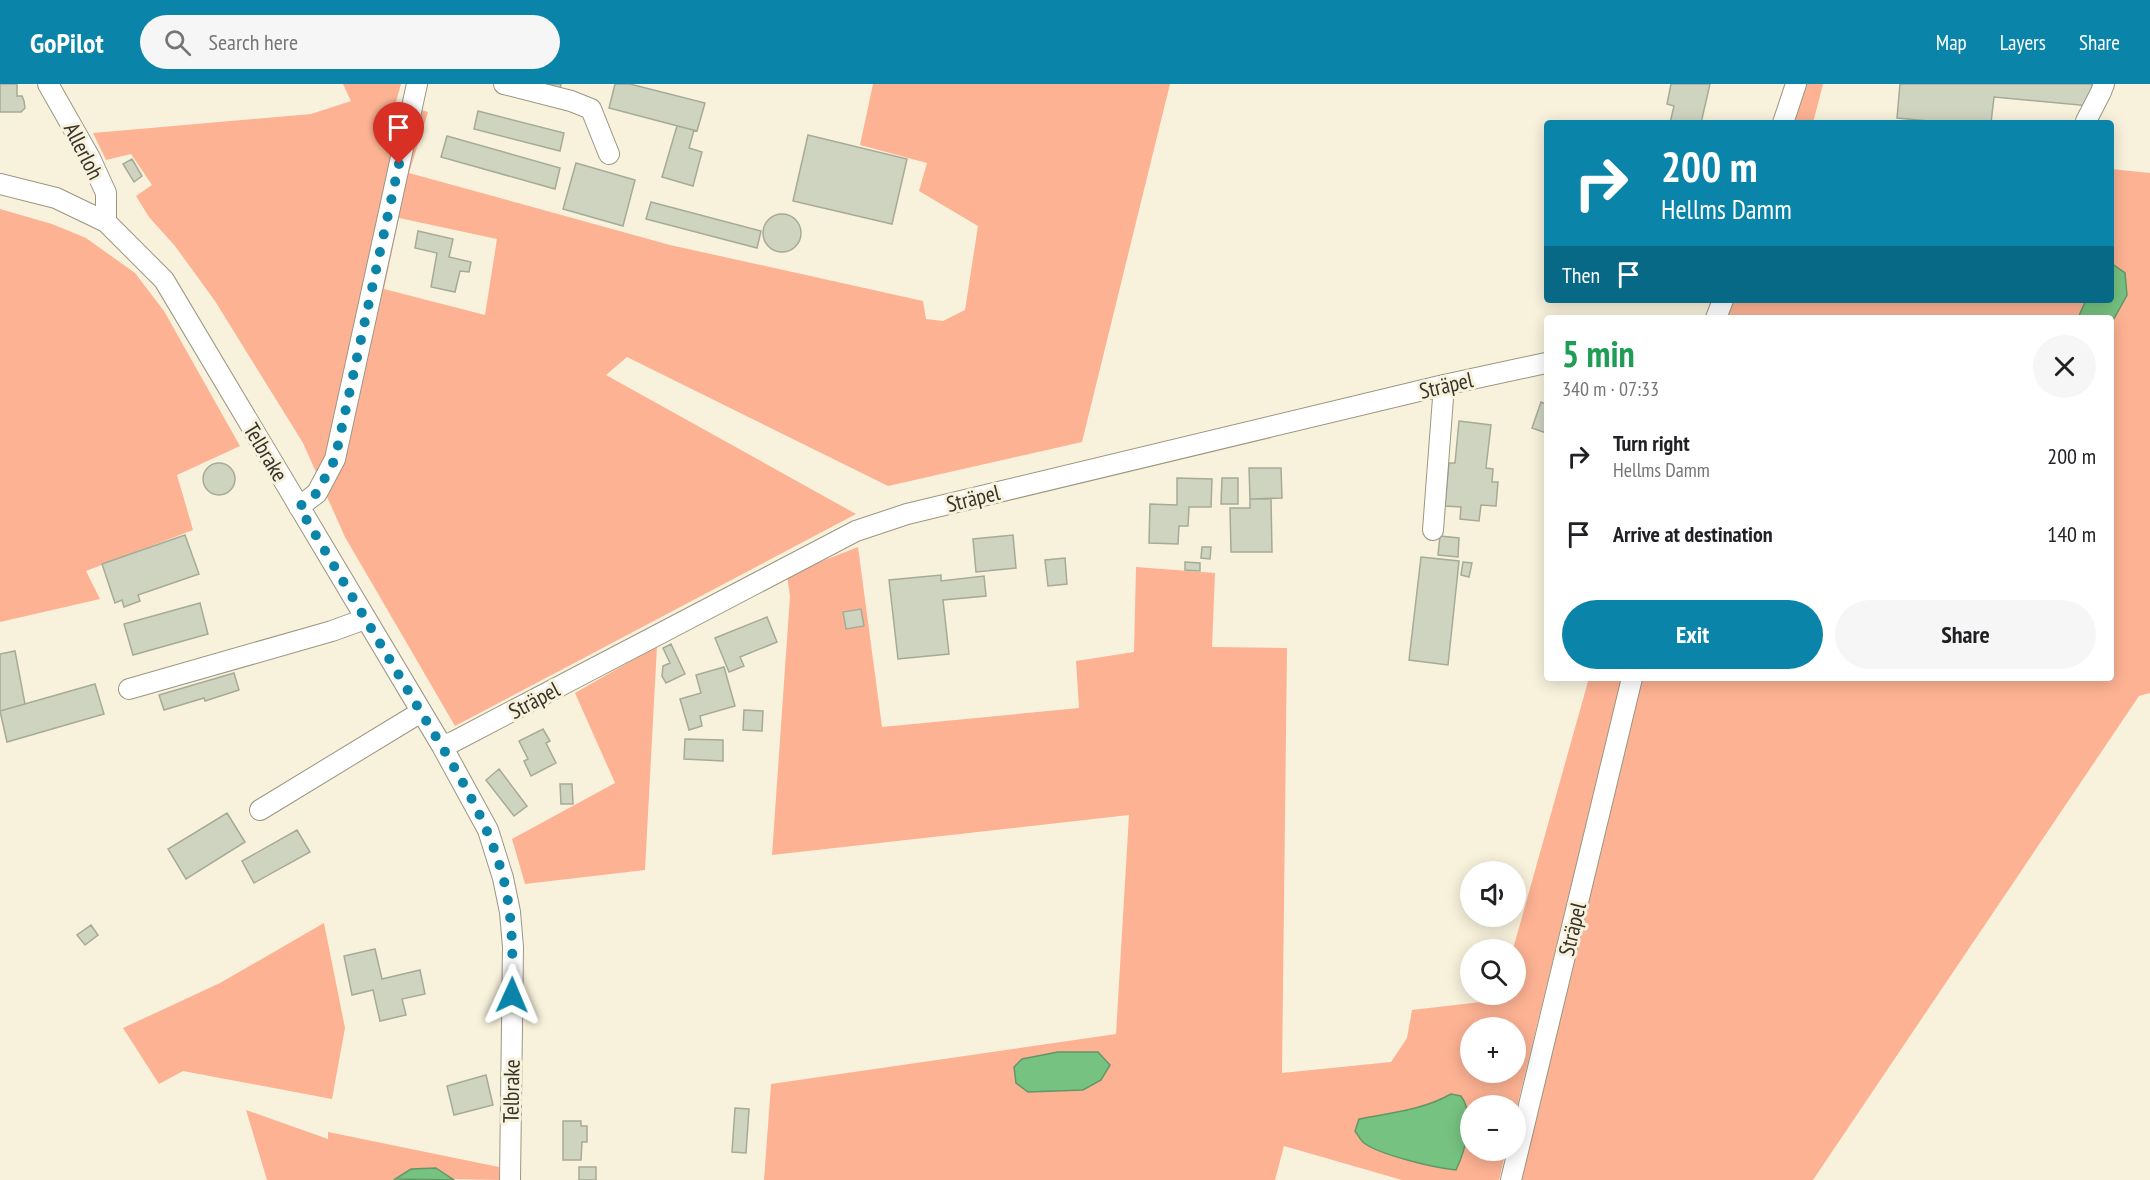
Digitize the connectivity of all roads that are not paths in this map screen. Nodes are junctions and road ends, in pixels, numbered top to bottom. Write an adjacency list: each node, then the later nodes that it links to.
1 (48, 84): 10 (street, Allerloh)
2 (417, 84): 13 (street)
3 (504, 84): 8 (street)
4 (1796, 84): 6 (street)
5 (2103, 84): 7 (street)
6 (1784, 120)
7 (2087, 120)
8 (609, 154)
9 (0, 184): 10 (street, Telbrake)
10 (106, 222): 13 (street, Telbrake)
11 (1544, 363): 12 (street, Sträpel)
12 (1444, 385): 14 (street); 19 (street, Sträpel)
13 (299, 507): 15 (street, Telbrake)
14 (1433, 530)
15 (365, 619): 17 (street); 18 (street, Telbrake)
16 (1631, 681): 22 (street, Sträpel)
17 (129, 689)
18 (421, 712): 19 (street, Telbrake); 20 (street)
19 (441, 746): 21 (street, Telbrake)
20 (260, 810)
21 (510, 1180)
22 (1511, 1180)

--

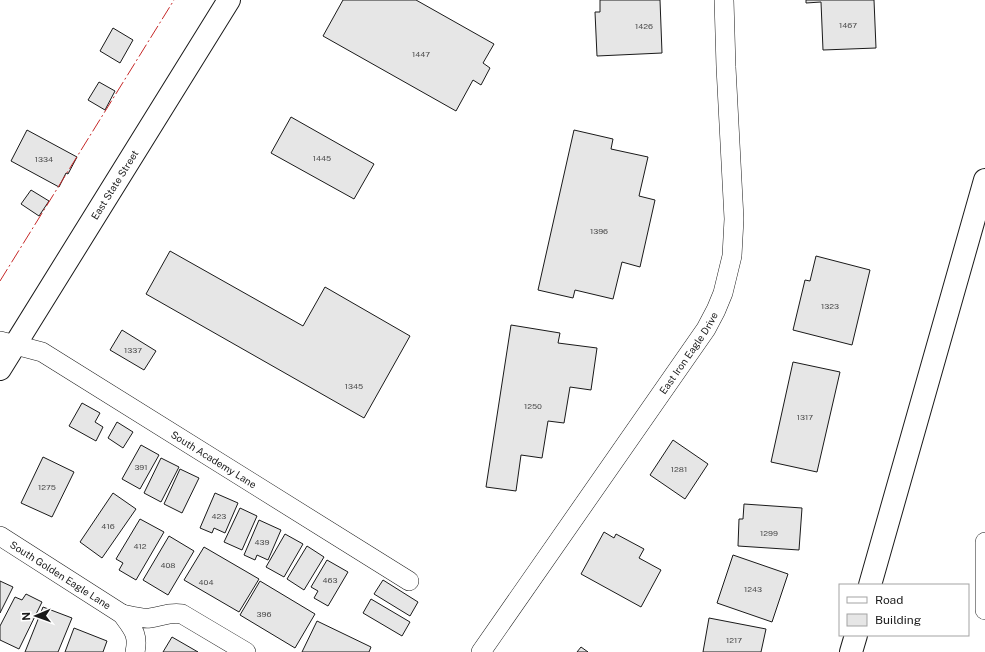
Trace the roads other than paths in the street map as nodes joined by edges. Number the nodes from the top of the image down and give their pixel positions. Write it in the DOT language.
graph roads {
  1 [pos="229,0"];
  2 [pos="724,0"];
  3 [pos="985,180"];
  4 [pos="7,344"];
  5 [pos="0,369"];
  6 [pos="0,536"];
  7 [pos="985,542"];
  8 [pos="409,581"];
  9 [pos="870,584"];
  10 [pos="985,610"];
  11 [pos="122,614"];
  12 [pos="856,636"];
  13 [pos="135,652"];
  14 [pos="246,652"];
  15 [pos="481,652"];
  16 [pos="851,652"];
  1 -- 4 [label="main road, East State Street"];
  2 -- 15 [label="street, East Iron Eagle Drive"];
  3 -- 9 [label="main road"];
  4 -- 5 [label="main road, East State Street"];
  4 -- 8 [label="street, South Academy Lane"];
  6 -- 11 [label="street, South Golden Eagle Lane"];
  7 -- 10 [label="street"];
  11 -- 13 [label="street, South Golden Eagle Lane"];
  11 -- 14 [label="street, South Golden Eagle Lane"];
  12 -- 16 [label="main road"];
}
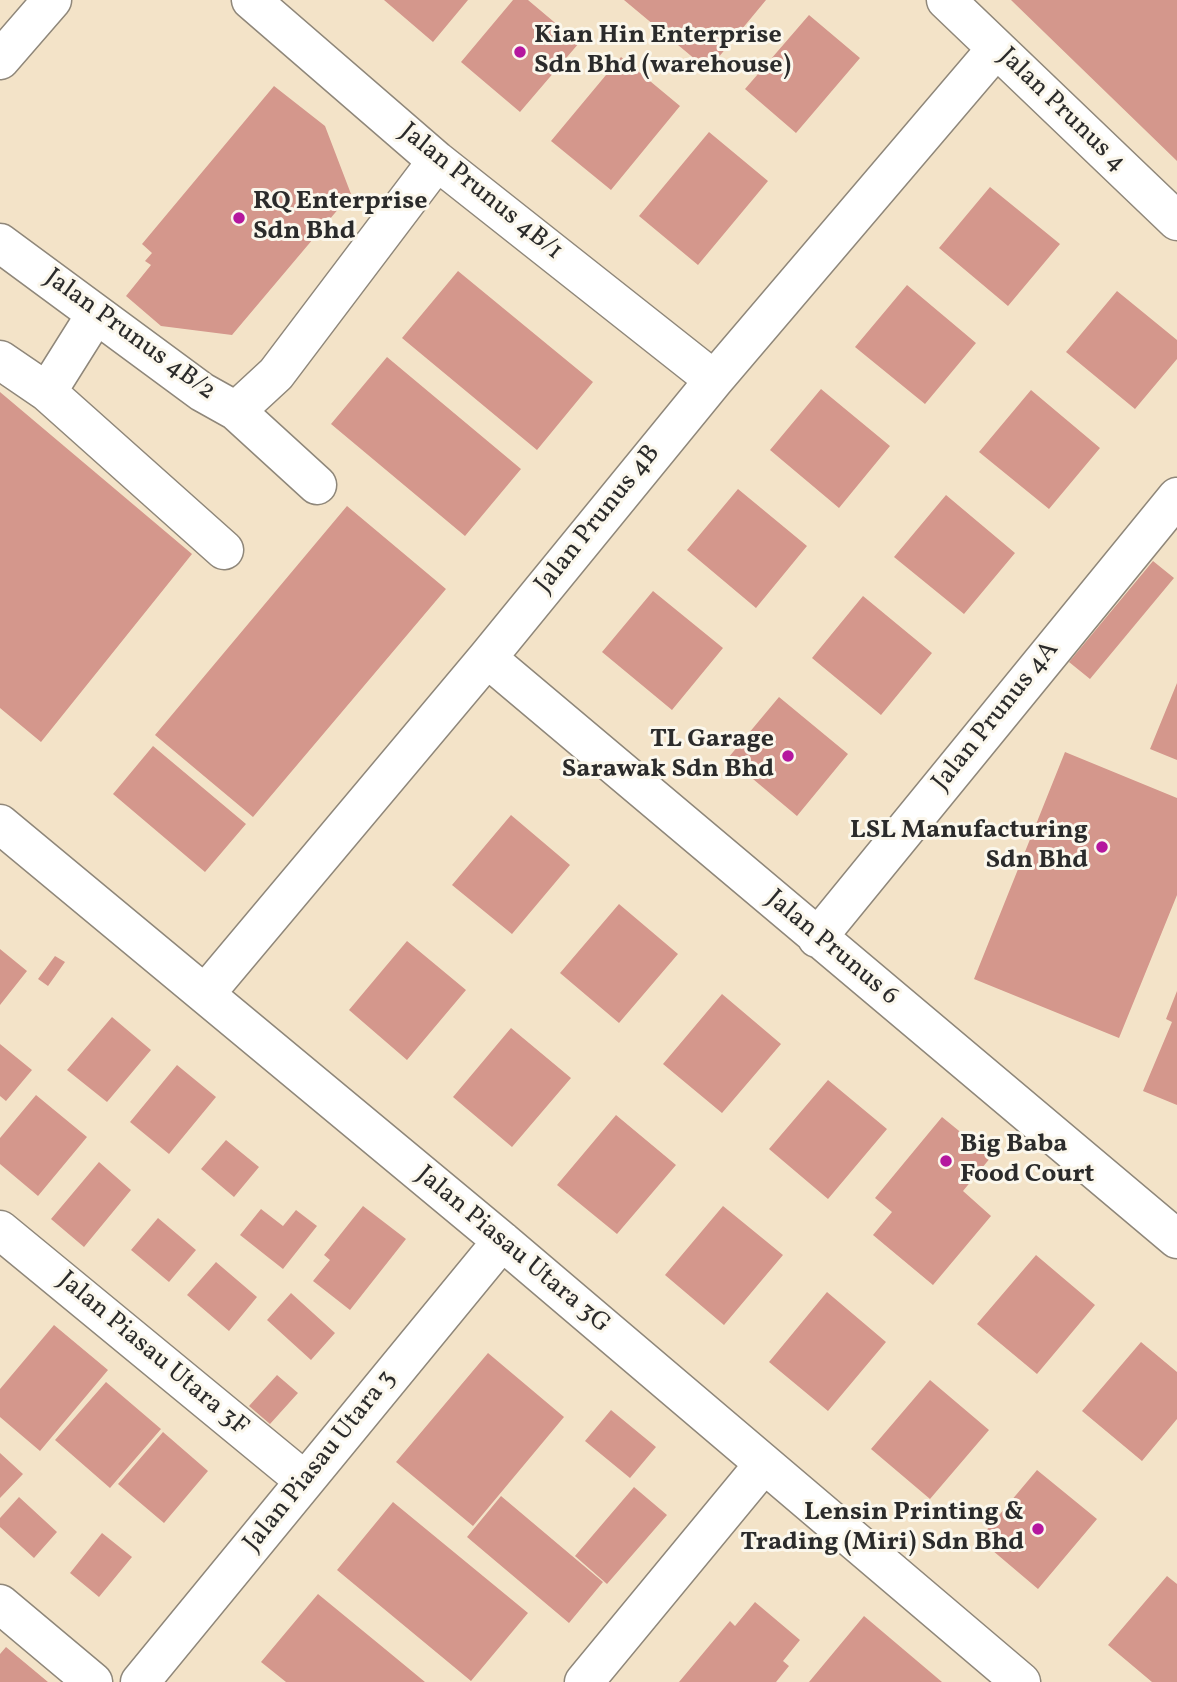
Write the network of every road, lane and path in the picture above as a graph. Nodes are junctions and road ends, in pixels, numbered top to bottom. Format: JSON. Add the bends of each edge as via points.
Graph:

--

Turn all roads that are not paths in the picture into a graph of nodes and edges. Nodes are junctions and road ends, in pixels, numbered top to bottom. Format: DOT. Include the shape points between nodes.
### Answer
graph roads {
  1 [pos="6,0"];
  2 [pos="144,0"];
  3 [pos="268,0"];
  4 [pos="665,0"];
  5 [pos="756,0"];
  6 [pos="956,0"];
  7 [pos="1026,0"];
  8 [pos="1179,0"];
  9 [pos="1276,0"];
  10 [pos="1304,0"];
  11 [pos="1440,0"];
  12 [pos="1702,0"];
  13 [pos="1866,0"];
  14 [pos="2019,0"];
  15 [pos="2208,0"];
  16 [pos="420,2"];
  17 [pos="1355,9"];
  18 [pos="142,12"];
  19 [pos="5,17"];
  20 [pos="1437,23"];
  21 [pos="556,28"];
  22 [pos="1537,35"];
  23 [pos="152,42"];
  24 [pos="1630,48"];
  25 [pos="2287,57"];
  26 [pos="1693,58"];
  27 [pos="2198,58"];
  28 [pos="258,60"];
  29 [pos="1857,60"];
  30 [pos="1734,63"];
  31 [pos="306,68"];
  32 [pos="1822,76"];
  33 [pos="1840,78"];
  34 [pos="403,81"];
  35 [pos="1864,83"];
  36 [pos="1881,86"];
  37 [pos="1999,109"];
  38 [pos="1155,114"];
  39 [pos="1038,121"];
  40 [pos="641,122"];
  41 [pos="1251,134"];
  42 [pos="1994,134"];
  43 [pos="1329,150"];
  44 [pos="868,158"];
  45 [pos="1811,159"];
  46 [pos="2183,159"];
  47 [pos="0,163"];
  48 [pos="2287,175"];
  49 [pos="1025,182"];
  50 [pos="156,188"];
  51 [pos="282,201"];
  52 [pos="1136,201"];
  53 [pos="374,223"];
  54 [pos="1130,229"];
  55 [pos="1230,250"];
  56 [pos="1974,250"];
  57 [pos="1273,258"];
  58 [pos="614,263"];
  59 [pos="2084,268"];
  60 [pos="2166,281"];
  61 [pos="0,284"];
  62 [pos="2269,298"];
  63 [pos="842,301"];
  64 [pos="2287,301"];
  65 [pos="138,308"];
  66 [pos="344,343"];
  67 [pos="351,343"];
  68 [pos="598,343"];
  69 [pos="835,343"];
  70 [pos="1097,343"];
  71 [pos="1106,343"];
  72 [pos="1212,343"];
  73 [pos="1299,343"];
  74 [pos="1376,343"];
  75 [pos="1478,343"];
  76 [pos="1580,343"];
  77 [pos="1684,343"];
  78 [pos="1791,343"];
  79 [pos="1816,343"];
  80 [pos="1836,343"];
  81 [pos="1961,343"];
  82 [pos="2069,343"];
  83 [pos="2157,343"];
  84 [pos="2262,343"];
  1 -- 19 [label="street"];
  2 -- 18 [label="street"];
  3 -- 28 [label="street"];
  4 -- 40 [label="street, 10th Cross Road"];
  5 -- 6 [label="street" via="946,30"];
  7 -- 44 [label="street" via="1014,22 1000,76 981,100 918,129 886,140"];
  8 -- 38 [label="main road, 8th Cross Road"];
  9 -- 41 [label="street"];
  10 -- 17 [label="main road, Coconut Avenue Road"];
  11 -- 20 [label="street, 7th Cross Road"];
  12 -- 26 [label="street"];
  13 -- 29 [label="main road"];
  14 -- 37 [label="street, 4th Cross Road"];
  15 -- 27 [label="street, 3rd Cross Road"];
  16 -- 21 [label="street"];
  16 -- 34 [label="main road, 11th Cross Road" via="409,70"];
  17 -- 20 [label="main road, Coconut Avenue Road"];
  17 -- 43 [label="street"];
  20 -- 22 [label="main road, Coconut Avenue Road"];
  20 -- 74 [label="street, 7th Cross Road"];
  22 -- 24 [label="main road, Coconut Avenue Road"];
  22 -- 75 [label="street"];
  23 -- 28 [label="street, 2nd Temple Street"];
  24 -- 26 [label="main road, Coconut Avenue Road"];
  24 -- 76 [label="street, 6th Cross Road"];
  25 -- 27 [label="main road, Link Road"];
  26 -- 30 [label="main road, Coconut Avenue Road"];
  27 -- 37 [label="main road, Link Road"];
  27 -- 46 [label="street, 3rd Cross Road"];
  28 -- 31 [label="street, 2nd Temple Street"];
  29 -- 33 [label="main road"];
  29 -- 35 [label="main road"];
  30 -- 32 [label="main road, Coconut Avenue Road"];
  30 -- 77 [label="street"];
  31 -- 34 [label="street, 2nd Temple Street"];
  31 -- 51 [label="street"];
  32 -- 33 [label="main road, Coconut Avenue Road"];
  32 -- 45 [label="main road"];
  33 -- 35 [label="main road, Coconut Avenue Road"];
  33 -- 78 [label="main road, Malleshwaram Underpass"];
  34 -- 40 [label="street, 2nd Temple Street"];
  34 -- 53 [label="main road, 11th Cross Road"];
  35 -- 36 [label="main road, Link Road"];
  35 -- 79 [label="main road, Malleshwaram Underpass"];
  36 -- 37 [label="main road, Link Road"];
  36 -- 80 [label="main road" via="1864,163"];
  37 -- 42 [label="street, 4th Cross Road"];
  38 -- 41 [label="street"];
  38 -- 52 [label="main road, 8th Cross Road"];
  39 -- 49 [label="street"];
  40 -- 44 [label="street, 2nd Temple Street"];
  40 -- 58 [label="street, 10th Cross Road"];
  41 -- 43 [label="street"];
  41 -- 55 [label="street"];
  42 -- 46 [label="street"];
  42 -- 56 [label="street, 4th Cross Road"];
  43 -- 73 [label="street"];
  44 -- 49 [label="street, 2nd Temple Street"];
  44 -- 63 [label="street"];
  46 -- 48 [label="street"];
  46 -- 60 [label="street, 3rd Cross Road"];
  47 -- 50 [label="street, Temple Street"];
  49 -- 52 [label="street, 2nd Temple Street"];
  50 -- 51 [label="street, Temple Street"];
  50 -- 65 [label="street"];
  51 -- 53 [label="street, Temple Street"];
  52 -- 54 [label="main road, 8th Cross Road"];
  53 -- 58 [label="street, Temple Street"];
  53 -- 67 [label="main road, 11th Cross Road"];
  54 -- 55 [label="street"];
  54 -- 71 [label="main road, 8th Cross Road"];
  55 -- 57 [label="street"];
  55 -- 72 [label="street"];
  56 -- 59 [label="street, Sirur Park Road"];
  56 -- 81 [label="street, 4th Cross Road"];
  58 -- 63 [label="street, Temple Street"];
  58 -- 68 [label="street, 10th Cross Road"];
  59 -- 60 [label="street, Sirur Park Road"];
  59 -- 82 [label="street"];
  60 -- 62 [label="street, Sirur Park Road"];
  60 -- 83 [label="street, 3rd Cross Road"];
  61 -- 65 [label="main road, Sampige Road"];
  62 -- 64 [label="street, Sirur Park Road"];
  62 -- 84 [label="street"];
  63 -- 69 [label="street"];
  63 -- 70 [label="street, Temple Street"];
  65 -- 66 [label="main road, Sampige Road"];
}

--

**THE PROBLEM:** From the records above, pick out and copy each line holding the word "Format".

**SOLUTION TO THIS PROBLEM:**
Write the network of every road, lane and path in the picture above as a graph. Nodes are junctions and road ends, in pixels, numbered top to bottom. Format: JSON. Add the bends of each edge as via points.
Turn all roads that are not paths in the picture into a graph of nodes and edges. Nodes are junctions and road ends, in pixels, numbered top to bottom. Format: DOT. Include the shape points between nodes.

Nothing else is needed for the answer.